Protein kinase C in rat brain is altered by developmental lead exposure.

The absence of learning-related redistribution of hippocampal protein kinase C (PKC) has been correlated with impairment of learning performance induced by developmental lead (Pb) exposure. This study was designed to examine whether the properties of brain PKC are altered by chronic Pb exposure during development. Two-tenth percent Pb acetate was administered to pregnant and lactating dams and then administered to weanlings in drinking water until postnatal day (PN) 56. Effects of Pb on translocation of PKC were studied in brain slices prepared from hippocampus. When the slices were treated with 0.33 microM phorbol-12, 13-dibutyrate (PDBu) for 15 min, a significant increase in PKC activity was observed in the membrane fraction of hippocampal slices from Pb-exposed rats, suggesting that chronic Pb exposure potentiates PDBu-activated PKC translocation.
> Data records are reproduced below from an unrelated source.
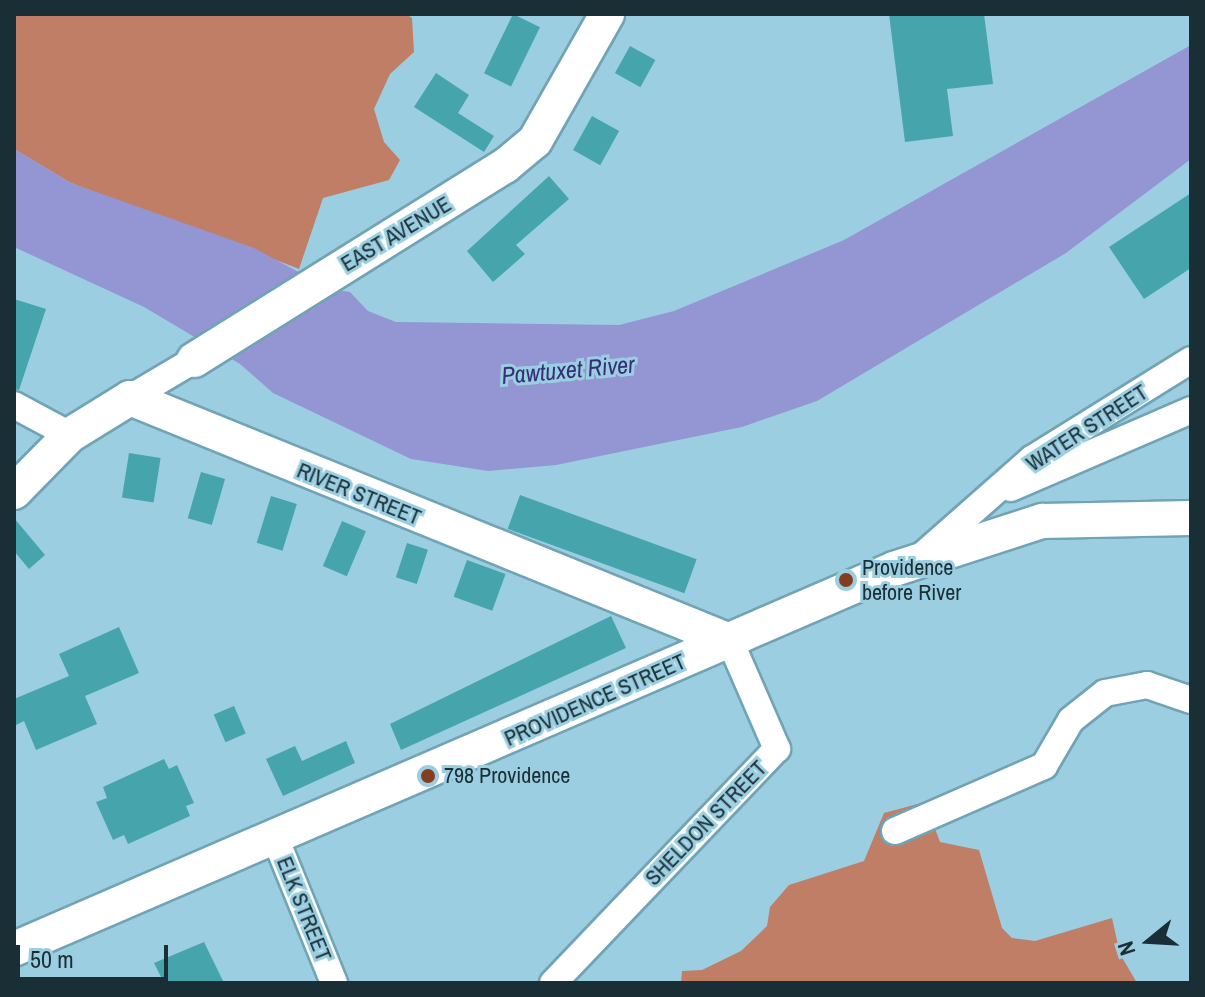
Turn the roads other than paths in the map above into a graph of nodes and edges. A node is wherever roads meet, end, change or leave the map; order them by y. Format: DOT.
graph roads {
  1 [pos="607,14"];
  2 [pos="194,360"];
  3 [pos="1191,360"];
  4 [pos="130,398"];
  5 [pos="14,405"];
  6 [pos="1191,410"];
  7 [pos="70,435"];
  8 [pos="14,492"];
  9 [pos="995,494"];
  10 [pos="1191,518"];
  11 [pos="913,563"];
  12 [pos="730,641"];
  13 [pos="1191,700"];
  14 [pos="895,831"];
  15 [pos="274,835"];
  16 [pos="14,949"];
  17 [pos="334,983"];
  18 [pos="553,983"];
  1 -- 2 [label="main road, EAST AVENUE"];
  2 -- 4 [label="street, EAST AVENUE"];
  3 -- 9 [label="street, WATER STREET"];
  4 -- 7 [label="main road"];
  4 -- 12 [label="main road, RIVER STREET"];
  5 -- 7 [label="street"];
  6 -- 9 [label="street"];
  7 -- 8 [label="main road"];
  9 -- 11 [label="street, WATER STREET"];
  10 -- 11 [label="main road, PROVIDENCE STREET"];
  11 -- 12 [label="main road, PROVIDENCE STREET"];
  12 -- 15 [label="main road, PROVIDENCE STREET"];
  12 -- 18 [label="street, SHELDON STREET"];
  13 -- 14 [label="street"];
  15 -- 16 [label="main road, PROVIDENCE STREET"];
  15 -- 17 [label="street, ELK STREET"];
}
Data obtained from saturation binding assays in the frontal cortices of Pb-exposed rats showed a decrease in the dissociation constant (KD) in both membrane and cytosolic PKC. A decrease in the total binding sites (Bmax) of [3H]PDBu binding was only observed in membrane PKC. Furthermore, developmental Pb exposure decreased PKC-gamma, but not PKC-alpha, -betaII, and -epsilon in the membrane fraction of the hippocampus and the frontal cortex. These results indicate that chronic Pb exposure during development increases phorbol ester binding affinity, enhances phorbol ester-induced translocation of PKC, and down-regulates membrane PKC, mainly PKC-gamma.